| ACTIVITY |
An exact transcription of all the entries is needed; pictures stay out.

######

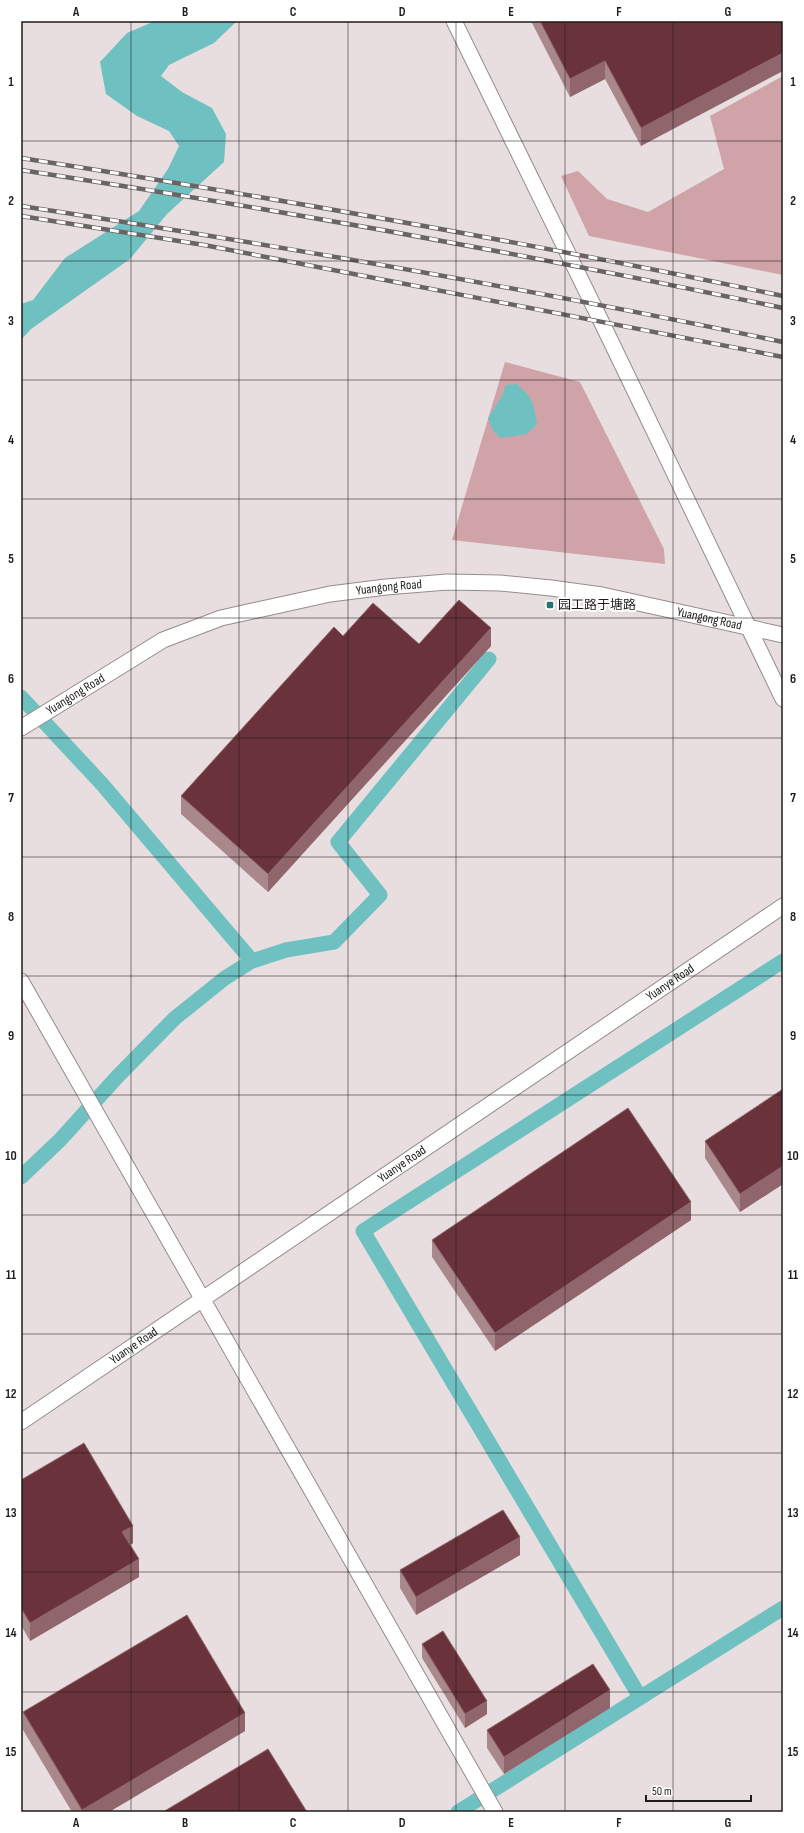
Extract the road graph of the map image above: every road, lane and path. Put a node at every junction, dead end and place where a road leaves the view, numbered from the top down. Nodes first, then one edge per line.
1 (454, 21) edge
2 (749, 629) junction
3 (783, 635) edge
4 (783, 699) edge
5 (21, 728) edge
6 (783, 906) edge
7 (21, 981) edge
8 (201, 1300) junction
9 (21, 1422) edge
10 (493, 1810) edge

1 - 2 street
2 - 3 street, Yuangong Road
2 - 4 street
2 - 5 street, Yuangong Road
6 - 8 street, Yuanye Road
7 - 8 street
8 - 9 street, Yuanye Road
8 - 10 street

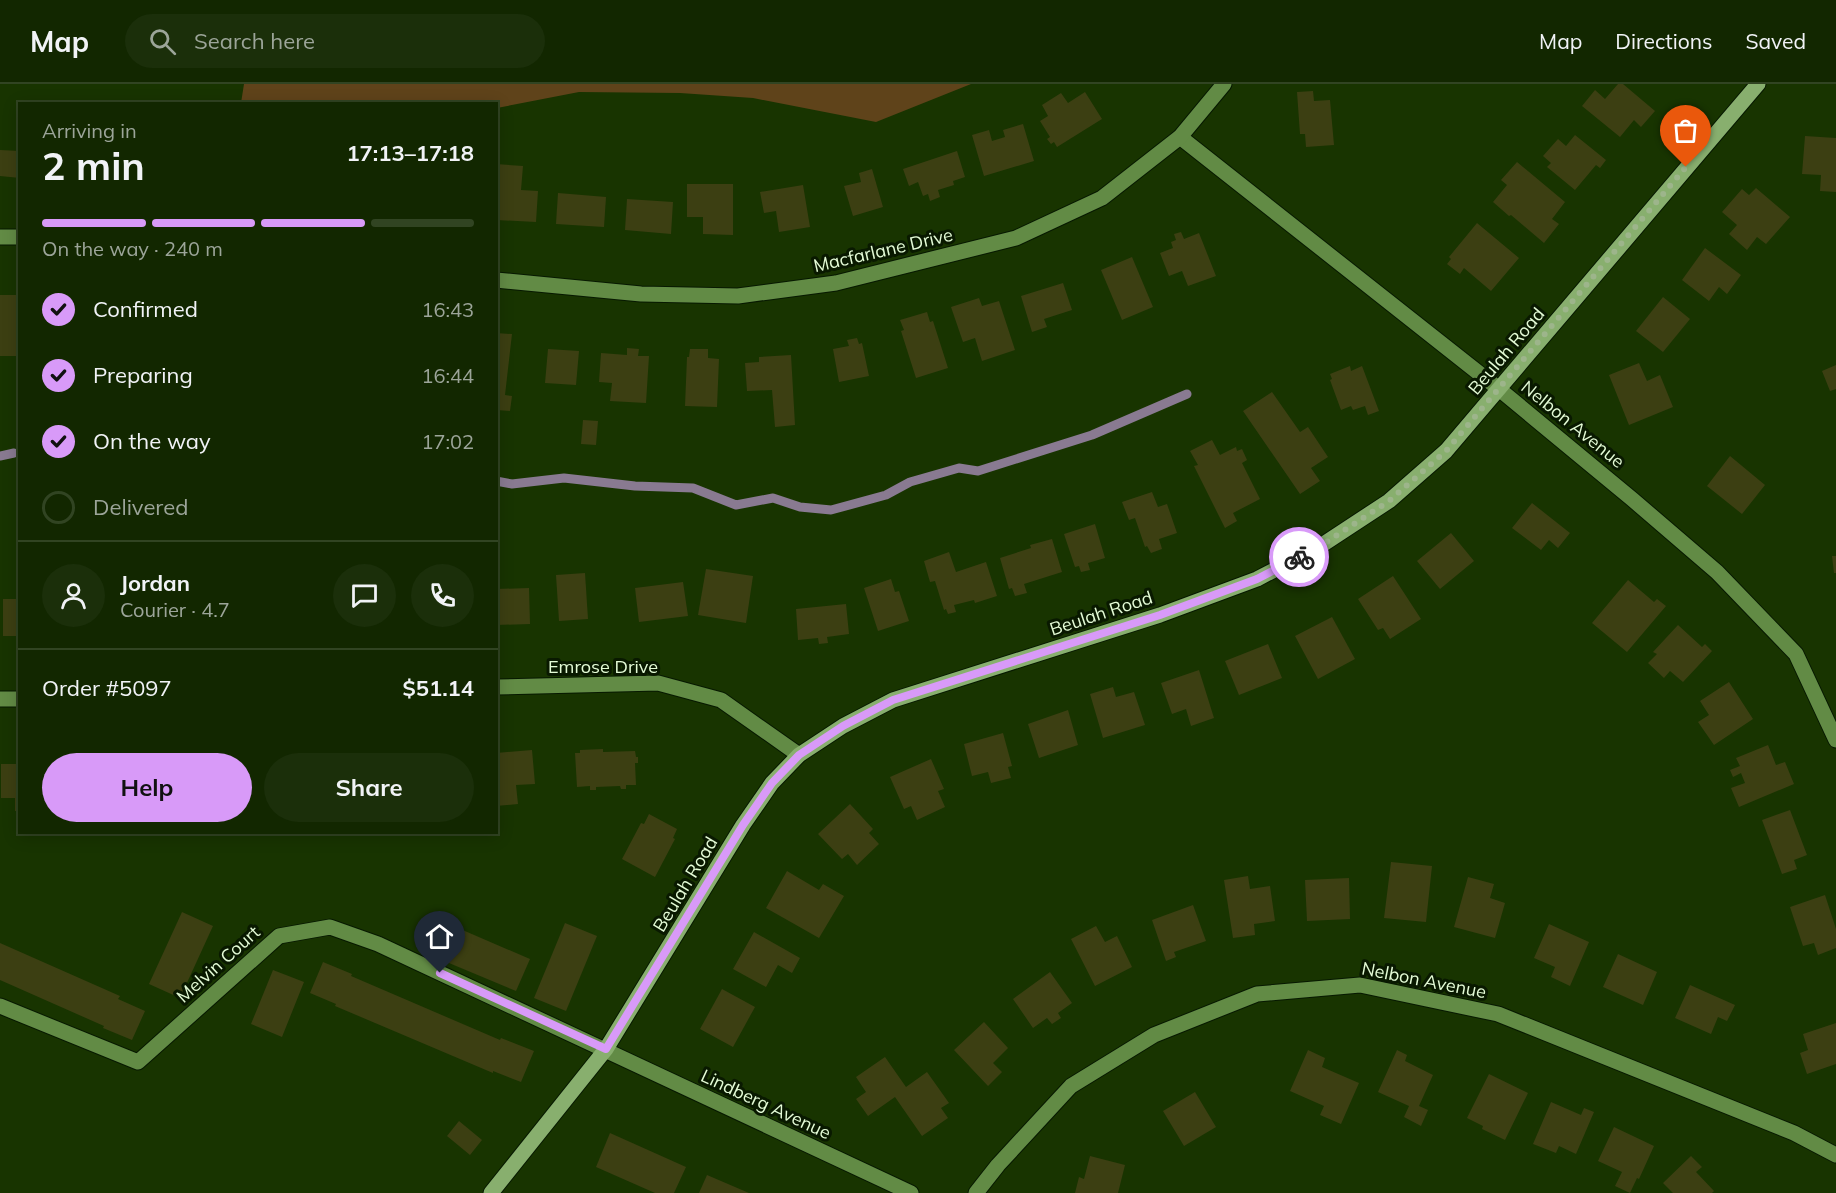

######

| TASK OUTPUT |
Extract the road graph of the map image above: every road, lane and path. Put a node at every junction, dead end and place where a road leaves the view, numbered from the top down. Nodes first, then one edge per line.
1 (454, 21) edge
2 (749, 629) junction
3 (783, 635) edge
4 (783, 699) edge
5 (21, 728) edge
6 (783, 906) edge
7 (21, 981) edge
8 (201, 1300) junction
9 (21, 1422) edge
10 (493, 1810) edge

1 - 2 street
2 - 3 street, Yuangong Road
2 - 4 street
2 - 5 street, Yuangong Road
6 - 8 street, Yuanye Road
7 - 8 street
8 - 9 street, Yuanye Road
8 - 10 street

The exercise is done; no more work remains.